Nonostante il manifestarsi di questa frattura, la parola conserva un potere evocativo, legato non più ad una intuizione di ordine metafisico, ma al richiamo musicale e visivo dei segni linguistici che verrà espresso in poesia nei modi più diversi. Il Marino affermava che la poesia e la musica «si vengono incontro» (29) e il metafisico marinista inglese Richard Crashaw riportava alla musica tutte le cose dell'universo, nel senso che «il suono, musica e lingua, è espressivo, produce effetti, riflette acusticamente, né soltanto nella melodia e nell'armonia, bensì già come puro fenomeno fonico, stati d'animo, sogni, passioni, dolore e gioia degli uomini» (30). Questo musicisme è all'origine, per Hocke (31), di quel «musicisme lirico» che, a partire da Baudelaire attraverso Rimbaud, Joyce... ha portato alla poesia astratta, che tende a produrre effetti fonici, impressioni e stati d'animo, attraverso la ripetizione di fonemi, senza alcuna intenzione di comunicare contenuti «logici» del pensiero.

Sulla ricerca di effetti fonetici si basano alcune composizioni di Gongora (32), che si serviva anche dell'ibridazione di parole arabe e spagnole, né mancano teorizzazioni di un fonetismo avant la lettre, come quella di Emanuele Tesauro che nel suo Canocchiale aristotelico, ha elaborato un'estetica delle lettere fornendo, per ciascuna di esse, la qualità tonale corrispondente, fino alla descrizione degli effetti onomatopeici e all'anticipazione di una lirica puramente alfabetica (33). E due secoli più tardi Jean-Pierre Brisset, che Breton ha incluso nella sua Anthologie de l'humour noir, muovendo dalla convinzione che il linguaggio possieda una sorta di coscienza soprannaturale (34), ha creato un sistema cosmico di cifratura basato su combinazioni alfabetiche. 
Nell'età barocca era molto diffusa la poesia visualizzata (35) e in particolare la poesia emblematica, che esprimeva direttamente attraverso la sua forma il contenuto da comunicare, e a cui si ispirò - con intenzioni diverse, come vedremo più avanti - Apollinaire nei suoi Calligrammes.

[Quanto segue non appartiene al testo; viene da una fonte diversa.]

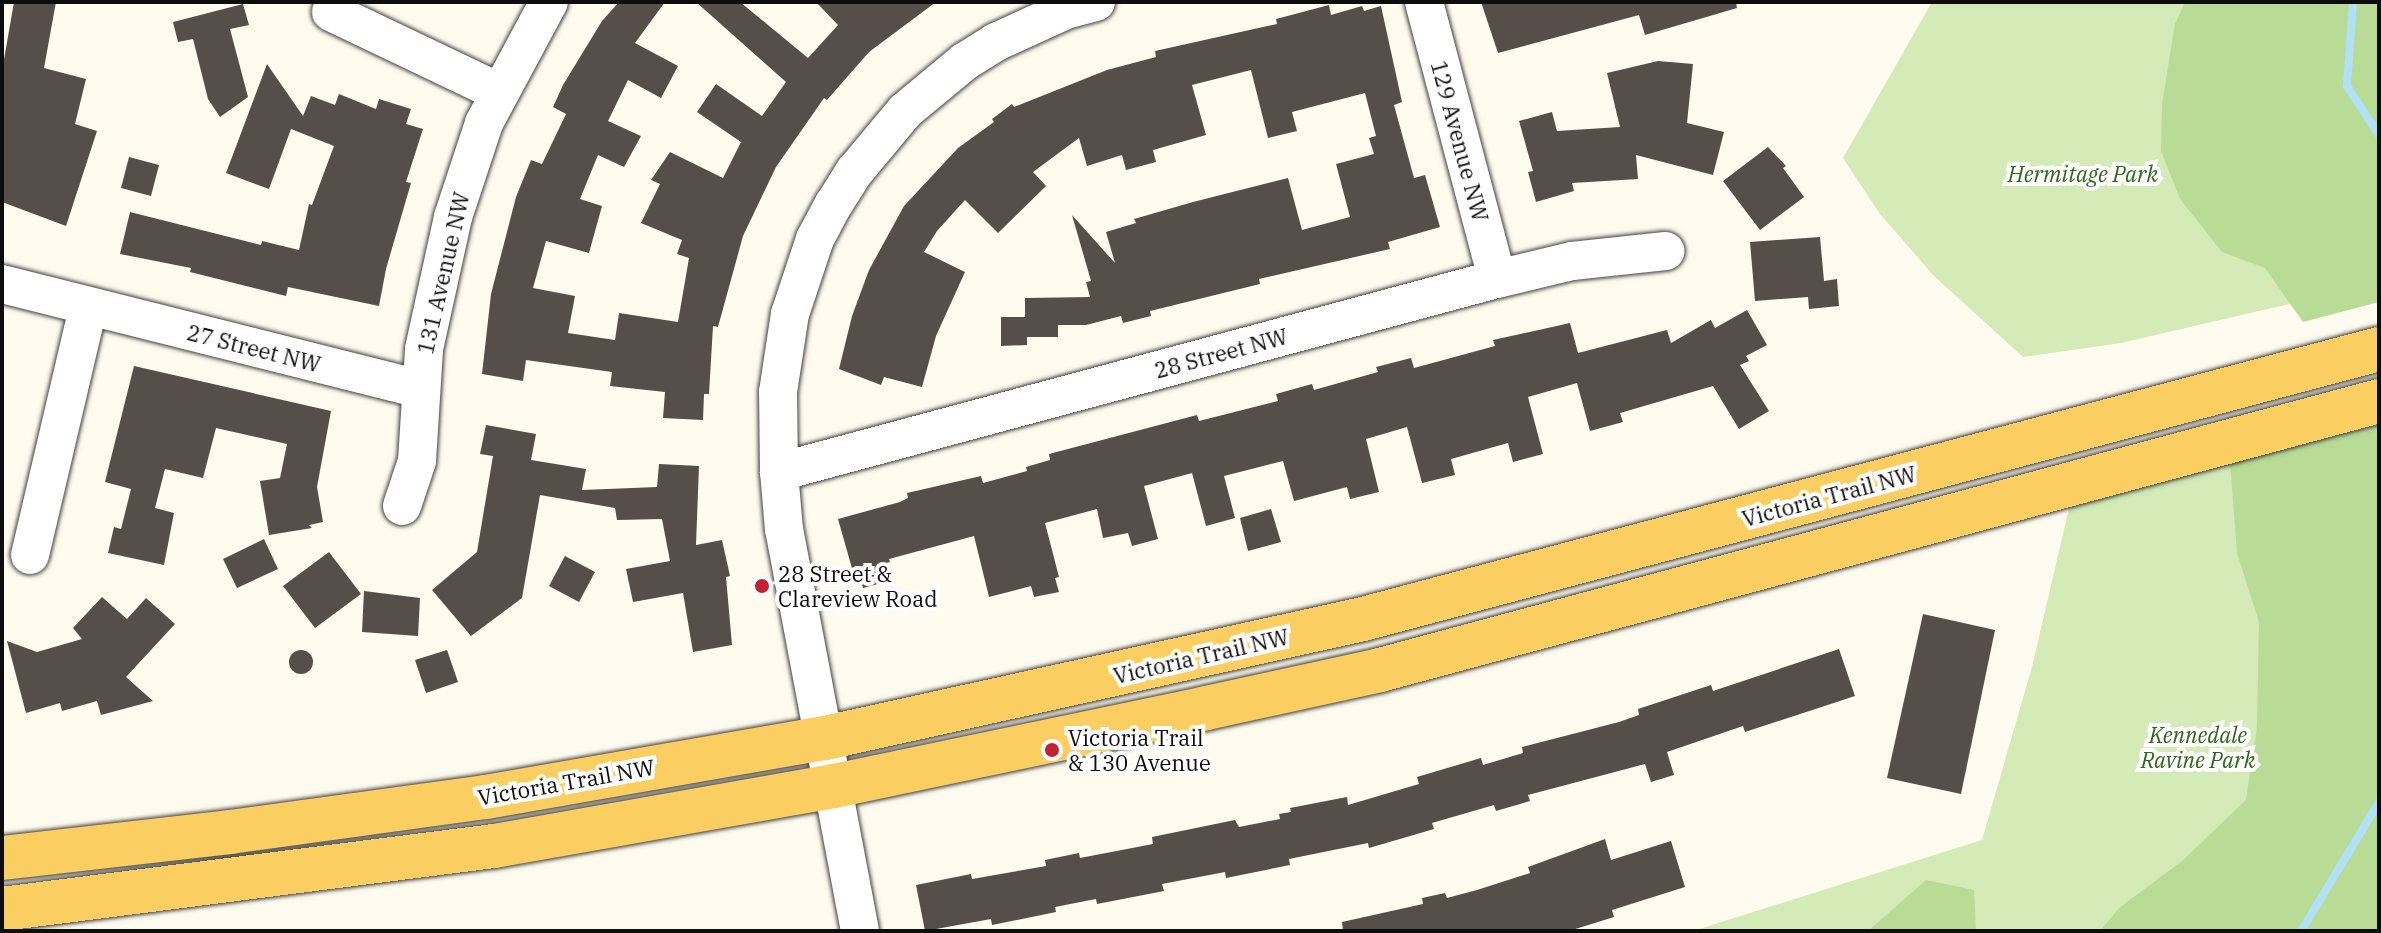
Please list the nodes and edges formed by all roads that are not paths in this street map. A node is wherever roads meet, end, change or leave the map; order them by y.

Anche Voltaire si è mostrato attento alla dimensione fonica e visuale del linguaggio, affermando che la scrittura comincia con la pittura della voce (36), mentre Novalis si è dedicato a ricerche più approfondite sulle corrispondenze cromatiche delle lettere e ha scritto che «vengono momenti che gli abbecedari... ci sembrano poetici» (37). In tutto l'arco della storia letteraria si trovano poi esempi di scrittura in lingue immaginarie, utopiche (38), sconosciute (39) venusiane e di altri mondi, infernali, lingue deformate, ecc, (40): «De ces jargons, qui dérident la poésie, qui réinstaurent le langage dans sa souveraineté (parler sans raison, pour son bon plaisir), André Martel a le sien, et il s'en explique, Jean-Pierre Foucher le sien, mondialement folklorique, Jean Dubuffet le sien, divers, riche, orné de toutes les gràces de l'écriture, car il a ce don d'écrivain si peu commun, si précieux, qui est de former calligraphiquement le mots, leur figure et leur sens» (41).

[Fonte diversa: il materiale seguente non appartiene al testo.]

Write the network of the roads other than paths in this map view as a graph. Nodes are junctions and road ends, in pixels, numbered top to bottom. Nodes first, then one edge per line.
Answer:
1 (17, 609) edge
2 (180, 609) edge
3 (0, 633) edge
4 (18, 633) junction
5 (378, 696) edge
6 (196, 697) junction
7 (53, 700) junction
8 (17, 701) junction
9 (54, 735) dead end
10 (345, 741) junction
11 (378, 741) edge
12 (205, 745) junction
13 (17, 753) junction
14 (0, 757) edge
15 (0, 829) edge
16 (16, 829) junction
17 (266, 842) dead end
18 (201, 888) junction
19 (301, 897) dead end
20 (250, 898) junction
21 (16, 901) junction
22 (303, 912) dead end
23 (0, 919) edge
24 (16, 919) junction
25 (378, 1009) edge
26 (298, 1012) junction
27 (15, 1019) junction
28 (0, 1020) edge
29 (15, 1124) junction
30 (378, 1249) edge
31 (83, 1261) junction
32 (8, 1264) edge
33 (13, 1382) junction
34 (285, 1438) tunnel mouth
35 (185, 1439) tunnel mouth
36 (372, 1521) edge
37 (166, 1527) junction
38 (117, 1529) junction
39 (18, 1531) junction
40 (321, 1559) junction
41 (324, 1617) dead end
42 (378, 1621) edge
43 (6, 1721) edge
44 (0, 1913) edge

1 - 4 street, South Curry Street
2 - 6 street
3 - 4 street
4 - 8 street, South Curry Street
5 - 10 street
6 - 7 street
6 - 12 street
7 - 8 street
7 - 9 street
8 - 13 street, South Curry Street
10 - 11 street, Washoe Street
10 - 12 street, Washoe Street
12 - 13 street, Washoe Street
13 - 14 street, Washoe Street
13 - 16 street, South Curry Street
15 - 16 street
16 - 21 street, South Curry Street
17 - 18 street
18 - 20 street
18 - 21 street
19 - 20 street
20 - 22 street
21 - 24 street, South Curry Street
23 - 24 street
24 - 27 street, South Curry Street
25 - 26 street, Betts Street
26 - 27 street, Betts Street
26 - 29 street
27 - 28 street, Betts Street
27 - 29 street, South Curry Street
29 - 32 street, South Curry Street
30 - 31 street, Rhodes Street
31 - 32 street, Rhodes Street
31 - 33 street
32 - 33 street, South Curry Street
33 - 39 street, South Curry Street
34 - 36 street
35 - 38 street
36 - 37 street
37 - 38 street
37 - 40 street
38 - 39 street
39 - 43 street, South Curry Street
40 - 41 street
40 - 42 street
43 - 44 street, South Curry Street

In lingue immaginarie si è espresso onche Jonathan Swift (42), che ha restituito «aux idéogrammes, aux rébus et aux calembours la place éminente qu'ils occupent dans tous les systèmes d'écriture, particulièrement dans la société où s'exerce avec rigueur l'autorité des sbirres et des voyous» (43). Per noi contemporanei la parola non evoca più la cosa, ma la significa, in un rapporto dialettico tra significante e significato; cosa che corrisponde anche all'elaborazione in sede critica di nuovi strumenti, che hanno portato ad una comprensione più tecnica del linguaggio.
Ci riferiamo agli sviluppi eccezionali della linguistica in questo secolo, che vanno tenuti presenti, perchè risulti più chiaro come il lavorio intorno alla lingua, che caratterizza i poeti più interessanti del '900, sia contemporaneo all'elaborazione di studi scientifici portati avanti dai linguisti. In molti casi la linguistica e i movimenti d'avanguardia si sono scambiati parole d'ordine e strumenti di lavoro, come è avvenuto per i formalisti e i futuristi russi, che avevano un comune interesse per la ricerca stilistica e lessicale dei ritmi, strutture e forme originarie, o per la poesia concreta che si è servita, tra l'altro, di molte scoperte della semiologia e della semantica. Per i poeti concreti, così come per i linguisti, la lingua è una materia da conoscere, e il poeta un tecnico che opera su di un materiale che non è più simbolico, ma è una cosa da scoprire in tutte le sue parti. 
In particolare i poeti concreti partecipano del clima culturale determinato dalla linguistica strutturale, che ha riproposto alla linguistica storica il problema di definire cbe cosa e come è l'oggetto dell'indagine, prima di verificare quando come e perché questo oggetto subisca delle modificazioni, e di definire i rapporti reciproci delle singole unità costituenti(44).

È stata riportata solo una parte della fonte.